Alas, "quick" and "smart" rarely describe how we go about dealing with residential crises. Undeniably small crises, yes.
But you know - the cost, the inconvenience, the cold showers.
First things first.
Taming the roaring sound coming out of our kaput gas hot water system late that night following detonation.
Sounded like it was bleeding out before me with a Nord Stream level gas leak.
The instruction from inside the safety of the household/blast zone was to turn it off.
In the dark, on my knees with a mobile phone torch reminding me how they always put hot water systems in hard to get at places.
Also reminding me about petrol stations that blow up because people use mobile phones while they pump.
Anything that could be twisted was cranked, including my mind, but still the roar persisted.
From inside the house particularly.
To do something effective.
For once.
So I rang a 24/7 plumbing hotline and got the message to ring back in the morning.
24/7 must mean ring at 24 to 7.
Shutting off the mains water eventually quietened things down.
The water stopped running too. Boom boom.
In the silence that followed we pondered the seriousness of our situation. From here on in, the dishwasher would no longer work.
Desperate times.
Next morning the quest for replace and install commenced.
A breathtaking excercise in terms of taking quotes.
The most memorable one being along the lines of 'It costs how much?!!!'
Also an exercise in social media trying to filter the legit online reviews from competitors trash-talking rivals.
Talk about a forum for hate.
I certainly hated trying to work out which review I could rely on.
Our old system had been installed nearly before the advent of social media, so we'd had a good run.
And in the end we decided to go with what we knew.
Which was not a lot.
But let's call that a like for like.
Plumbers duly came round and reminded me how big their hands are - power packed individuals who alas wouldn't be able to do the job that day.

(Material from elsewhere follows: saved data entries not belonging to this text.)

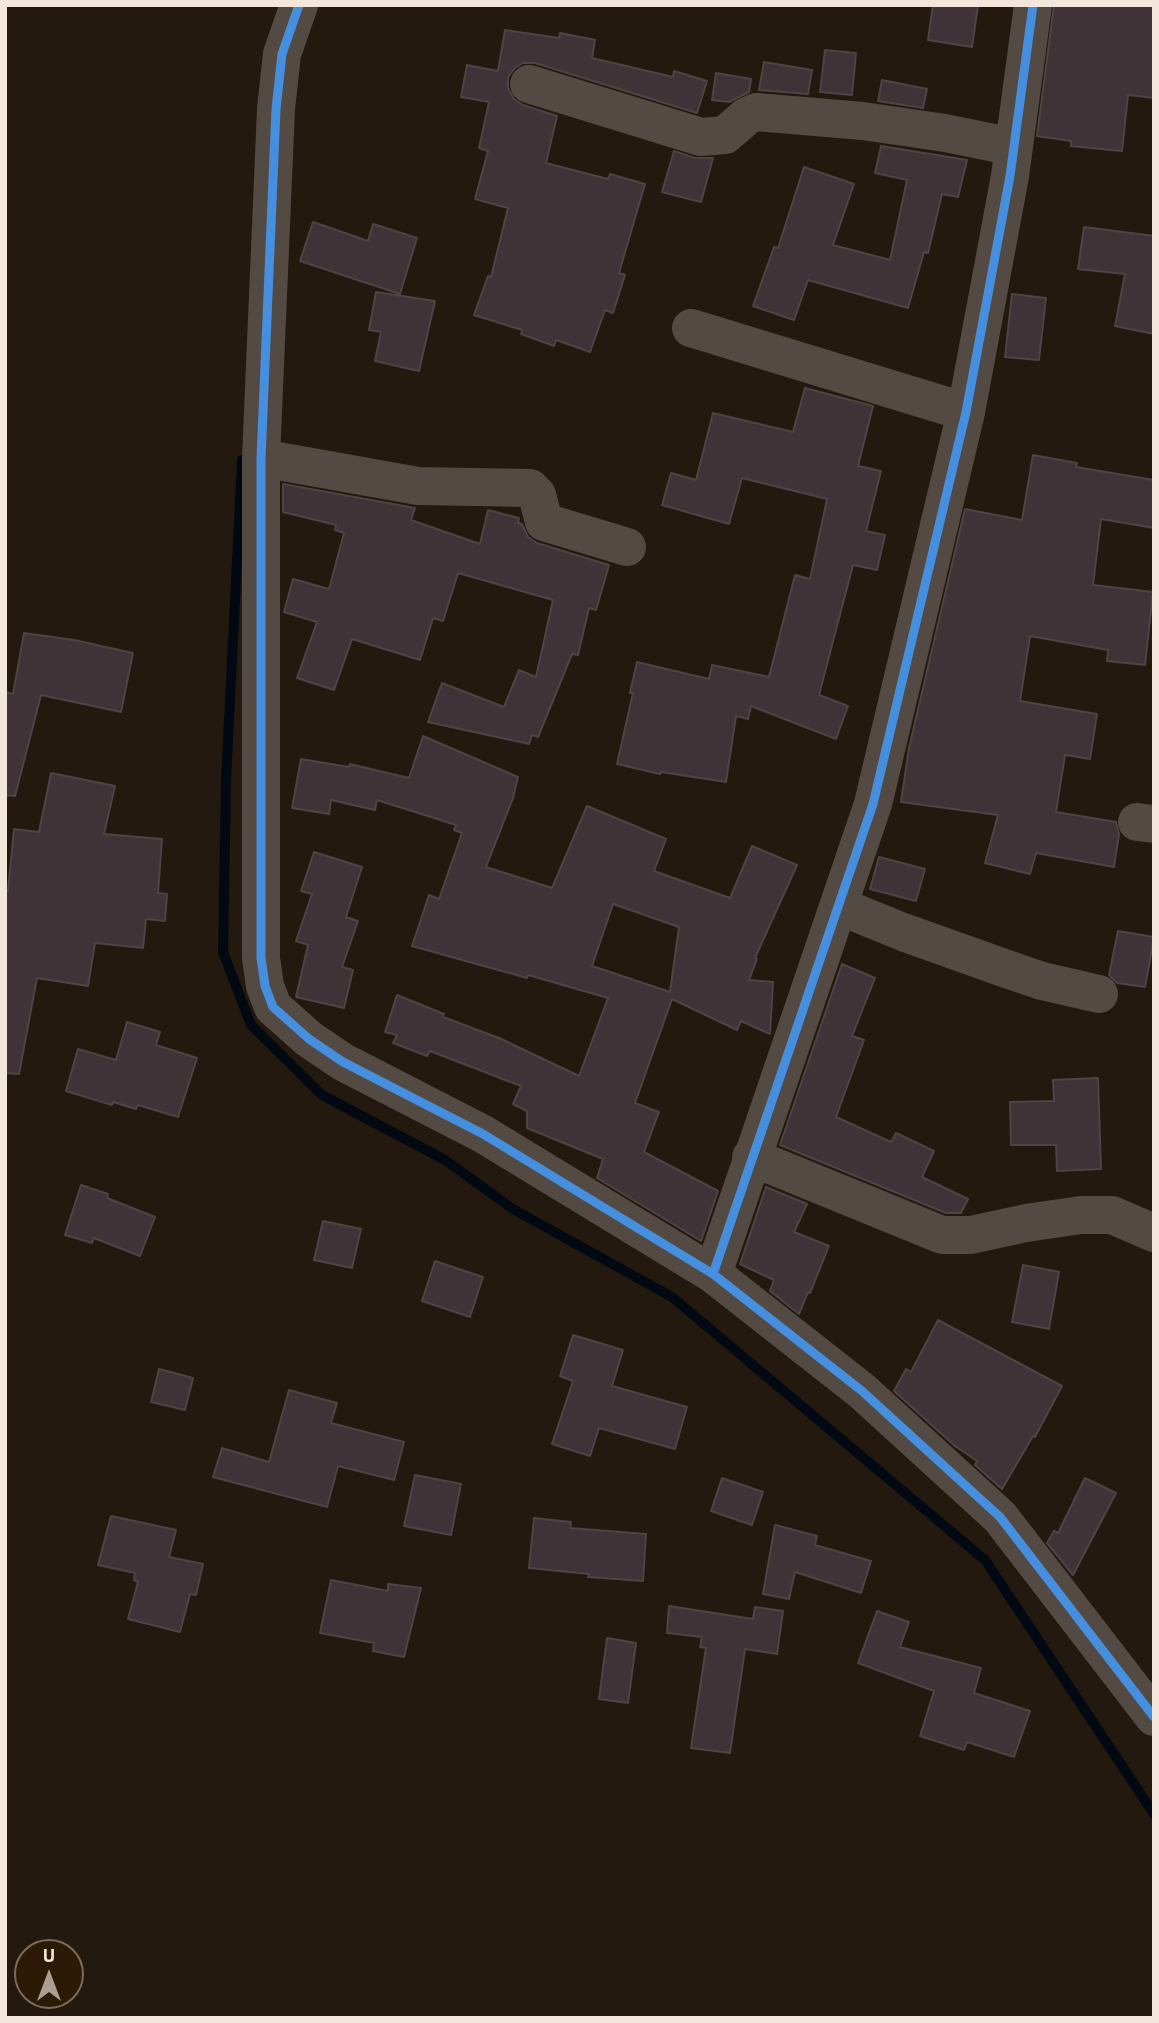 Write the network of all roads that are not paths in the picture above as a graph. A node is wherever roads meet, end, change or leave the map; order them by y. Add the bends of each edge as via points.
1 (299, 5) edge
2 (1033, 5) edge
3 (529, 83) dead end
4 (1014, 147) junction
5 (691, 328) dead end
6 (966, 412) junction
7 (261, 458) junction
8 (627, 547) dead end
9 (839, 906) junction
10 (1098, 994) dead end
11 (751, 1157) junction
12 (1154, 1233) edge
13 (713, 1274) junction
14 (1154, 1717) edge

1 - 7 street via 282,54 276,109
2 - 4 street
3 - 4 street via 701,137 725,135 756,112 863,121
4 - 6 street
5 - 6 street
6 - 9 street via 873,804
7 - 8 street via 418,486 530,488 537,495 544,522
7 - 13 street via 261,958 273,1007 343,1062 483,1134
9 - 10 street via 1022,974
9 - 11 street
11 - 12 street via 942,1235 971,1235 1081,1215 1112,1215
11 - 13 street
13 - 14 street via 862,1391 1000,1517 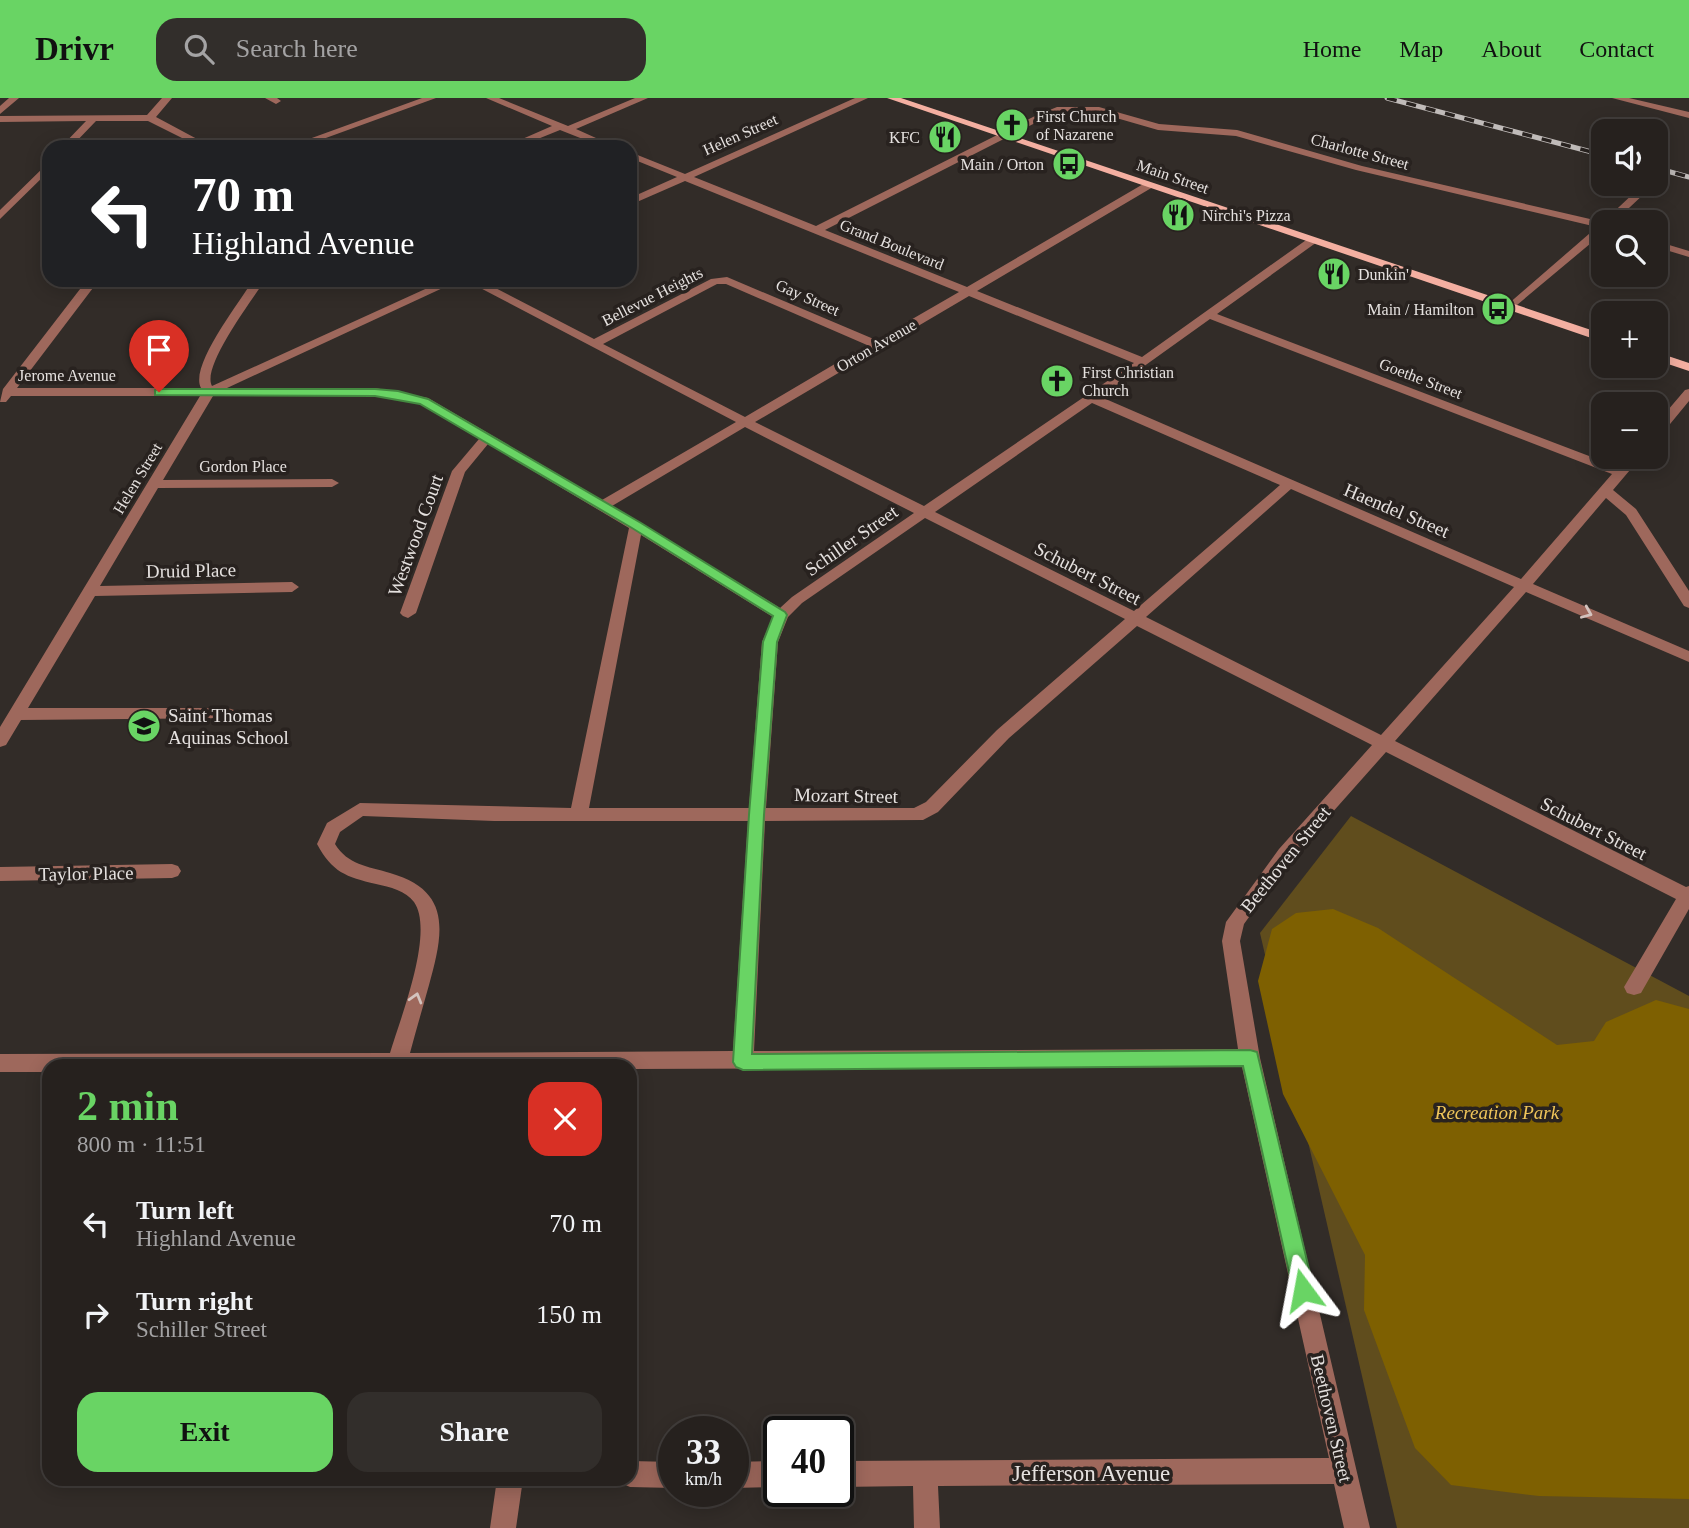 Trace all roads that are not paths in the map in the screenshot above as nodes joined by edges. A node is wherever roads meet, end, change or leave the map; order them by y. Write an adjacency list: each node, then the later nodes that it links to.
1 (14, 98): 11 (street)
2 (167, 98): 13 (street)
3 (431, 98): 20 (street)
4 (491, 98): 16 (street)
5 (643, 98): 16 (street)
6 (863, 98): 25 (street, Helen Street)
7 (892, 98): 10 (main road, Main Street)
8 (1617, 98): 9 (street)
9 (1628, 99): 12 (street)
10 (916, 103): 17 (main road, Main Street)
11 (0, 111)
12 (1689, 115)
13 (150, 118): 15 (street); 19 (street)
14 (0, 119): 15 (street)
15 (93, 119): 18 (street)
16 (565, 128): 21 (street); 22 (street)
17 (1004, 136): 26 (main road, Main Street); 31 (street, Charlotte Street); 32 (street, Charlotte Street)
18 (73, 140)
19 (193, 140)
20 (312, 140)
21 (530, 140)
22 (594, 140)
23 (637, 158): 25 (street, Grand Boulevard)
24 (42, 172): 30 (street)
25 (684, 178): 28 (street, Helen Street); 32 (street, Grand Boulevard)
26 (1149, 185): 34 (main road, Main Street); 42 (street, Orton Avenue)
27 (1637, 196): 29 (street)
28 (637, 199)
29 (1621, 210)
30 (0, 216)
31 (1591, 224)
32 (816, 230): 42 (street, Grand Boulevard)
33 (1591, 237): 43 (street)
34 (1313, 240): 43 (main road, Main Street); 44 (street, Schiller Street)
35 (1668, 248): 36 (street)
36 (1689, 254)
37 (727, 280): 46 (street, Bellevue Heights); 47 (street, Gay Street)
38 (88, 287): 53 (street)
39 (255, 287): 51 (street)
40 (439, 287): 51 (street)
41 (484, 287): 46 (street, Schubert Street)
42 (968, 291): 47 (street, Orton Avenue); 49 (street, Grand Boulevard)
43 (1511, 307): 45 (main road, Main Street)
44 (1209, 315): 49 (street, Schiller Street); 59 (street, Goethe Street)
45 (1591, 334)
46 (593, 344): 56 (street, Schubert Street)
47 (876, 345): 56 (street, Orton Avenue)
48 (1668, 359): 50 (main road)
49 (1143, 362): 54 (street, Schiller Street)
50 (1689, 367)
51 (209, 392): 53 (street, Jerome Avenue); 57 (street, Jerome Avenue); 61 (street, Helen Street)
52 (1689, 393): 55 (street)
53 (4, 397)
54 (1090, 397): 62 (street, Haendel Street); 65 (street, Schiller Street)
55 (1668, 418)
56 (745, 422): 64 (street, Orton Avenue); 65 (street, Schubert Street)
57 (486, 439): 64 (street, Jerome Avenue); 71 (street, Westwood Court)
58 (1624, 469): 59 (street, Beethoven Street)
59 (1620, 473): 63 (street, Beethoven Street)
60 (332, 483): 61 (street, Gordon Place)
61 (154, 484): 69 (street, Helen Street)
62 (1289, 484): 67 (street, Haendel Street); 73 (street, Mozart Street)
63 (1605, 491): 67 (street, Beethoven Street); 70 (street)
64 (602, 506): 66 (street, Jerome Avenue)
65 (925, 512): 72 (street, Schiller Street); 73 (street, Schubert Street)
66 (636, 526): 72 (street, Jerome Avenue); 79 (street)
67 (1524, 586): 74 (street, Haendel Street, one-way to 74); 78 (street, Beethoven Street)
68 (292, 587): 69 (street, Druid Place)
69 (90, 591): 75 (street, Helen Street)
70 (1689, 603)
71 (408, 613)
72 (780, 615): 80 (street)
73 (1136, 619): 78 (street, Schubert Street); 80 (street, Mozart Street)
74 (1689, 657)
75 (16, 714): 76 (street); 77 (street, Helen Street)
76 (228, 714)
77 (0, 741)
78 (1384, 744): 83 (street, Schubert Street); 85 (street, Beethoven Street)
79 (579, 813): 80 (street, Mozart Street); 86 (street, Mozart Street, one-way to 79)
80 (757, 815): 87 (street)
81 (172, 871): 82 (street, Taylor Place)
82 (0, 874)
83 (1688, 896): 84 (street)
84 (1634, 986)
85 (1250, 1058): 87 (street); 91 (street, Beethoven Street)
86 (398, 1059)
87 (743, 1062): 90 (street)
88 (0, 1063): 89 (street)
89 (42, 1063)
90 (637, 1063)
91 (1344, 1471): 94 (street, Jefferson Avenue); 99 (street, Beethoven Street)
92 (637, 1474): 95 (street)
93 (854, 1474): 94 (street, Jefferson Avenue)
94 (925, 1474): 98 (street)
95 (658, 1475)
96 (509, 1486): 97 (street)
97 (503, 1528)
98 (928, 1528)
99 (1357, 1528)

Which got us to the first cold shower that night.
Lots of yelps from those who dared open capillaries under the old cold water nozzle.
Otherwise much dabbing with washer into a container of warm water brewed up in the jug. Frontier stuff.
Next day, after a heat wave string of days, the most unlikely rain bomb strikes.
Naturally.
So much water, so few plumbers working.
Bring on cold shower night number two.
Talk about going with the flow. Or lack of it.
Eventually a new system was installed and we warmed to it immediately.
It couldn't be any easier once someone who knows what they're doing does it.
Our old system had lasted 17 years - nearly as long as our cat, minus the kitty litter issues.